▶ [Source material]
%%
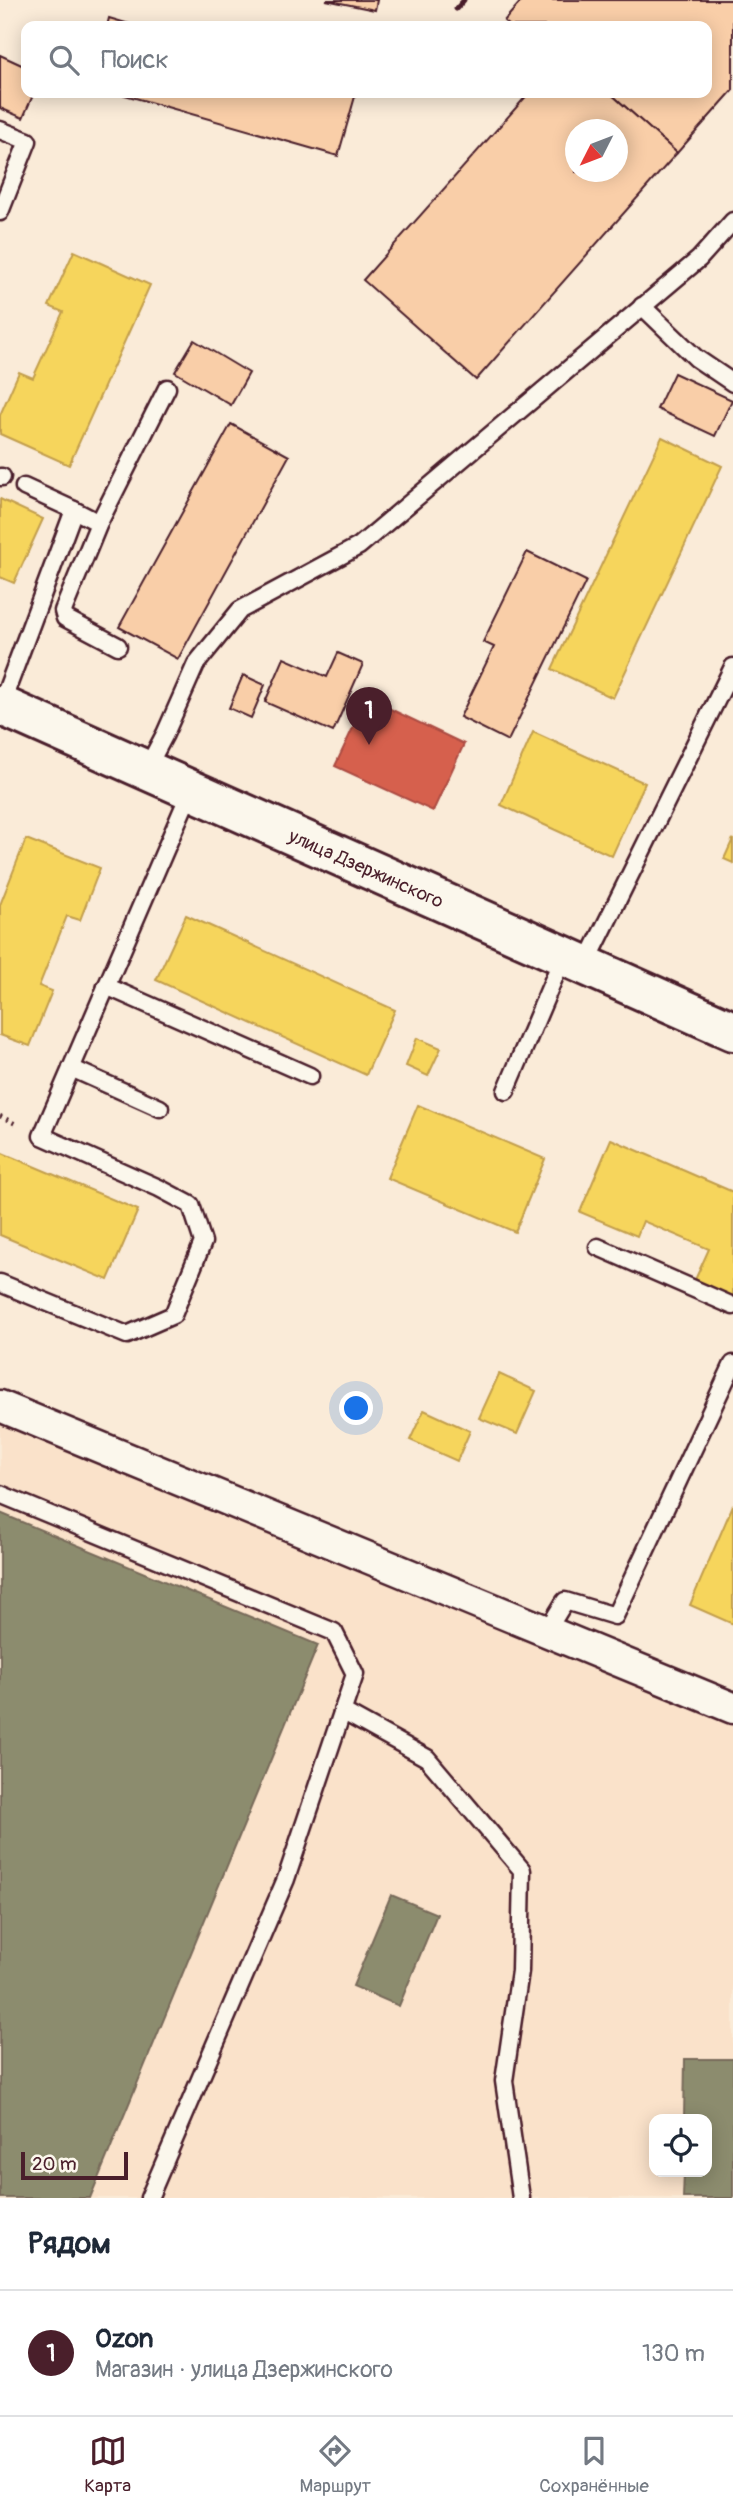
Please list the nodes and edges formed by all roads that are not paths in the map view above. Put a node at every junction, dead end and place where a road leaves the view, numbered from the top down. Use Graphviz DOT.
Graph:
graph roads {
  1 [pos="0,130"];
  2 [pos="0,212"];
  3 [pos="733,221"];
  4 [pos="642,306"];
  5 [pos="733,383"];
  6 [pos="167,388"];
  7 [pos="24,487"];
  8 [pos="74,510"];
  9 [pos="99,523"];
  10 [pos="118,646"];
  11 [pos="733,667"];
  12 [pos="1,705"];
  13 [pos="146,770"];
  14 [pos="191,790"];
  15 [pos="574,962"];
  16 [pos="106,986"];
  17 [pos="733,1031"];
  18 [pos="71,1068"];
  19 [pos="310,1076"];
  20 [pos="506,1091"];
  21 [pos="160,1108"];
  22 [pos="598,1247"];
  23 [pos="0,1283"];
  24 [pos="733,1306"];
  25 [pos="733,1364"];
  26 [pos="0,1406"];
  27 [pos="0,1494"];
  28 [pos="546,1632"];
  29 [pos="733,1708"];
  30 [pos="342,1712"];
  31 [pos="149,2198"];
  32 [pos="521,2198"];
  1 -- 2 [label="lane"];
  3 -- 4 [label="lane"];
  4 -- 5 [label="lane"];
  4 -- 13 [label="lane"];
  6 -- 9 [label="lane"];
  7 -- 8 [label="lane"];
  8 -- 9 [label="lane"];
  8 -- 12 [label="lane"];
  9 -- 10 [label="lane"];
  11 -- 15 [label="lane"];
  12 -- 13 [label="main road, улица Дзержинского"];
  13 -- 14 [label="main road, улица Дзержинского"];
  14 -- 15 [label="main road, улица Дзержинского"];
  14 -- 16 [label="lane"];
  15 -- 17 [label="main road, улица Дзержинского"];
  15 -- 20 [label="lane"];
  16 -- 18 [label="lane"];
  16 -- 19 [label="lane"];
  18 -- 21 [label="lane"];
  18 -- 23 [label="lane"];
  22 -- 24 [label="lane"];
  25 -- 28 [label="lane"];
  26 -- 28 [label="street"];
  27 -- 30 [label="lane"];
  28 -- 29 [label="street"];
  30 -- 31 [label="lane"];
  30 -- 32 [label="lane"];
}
%%
▶ [Assignment]
Where a line of the records contains the word "roads", copy that line.

▶ [Result of this task]
Please list the nodes and edges formed by all roads that are not paths in the map view above. Put a node at every junction, dead end and place where a road leaves the view, numbered from the top down. Use Graphviz DOT.
graph roads {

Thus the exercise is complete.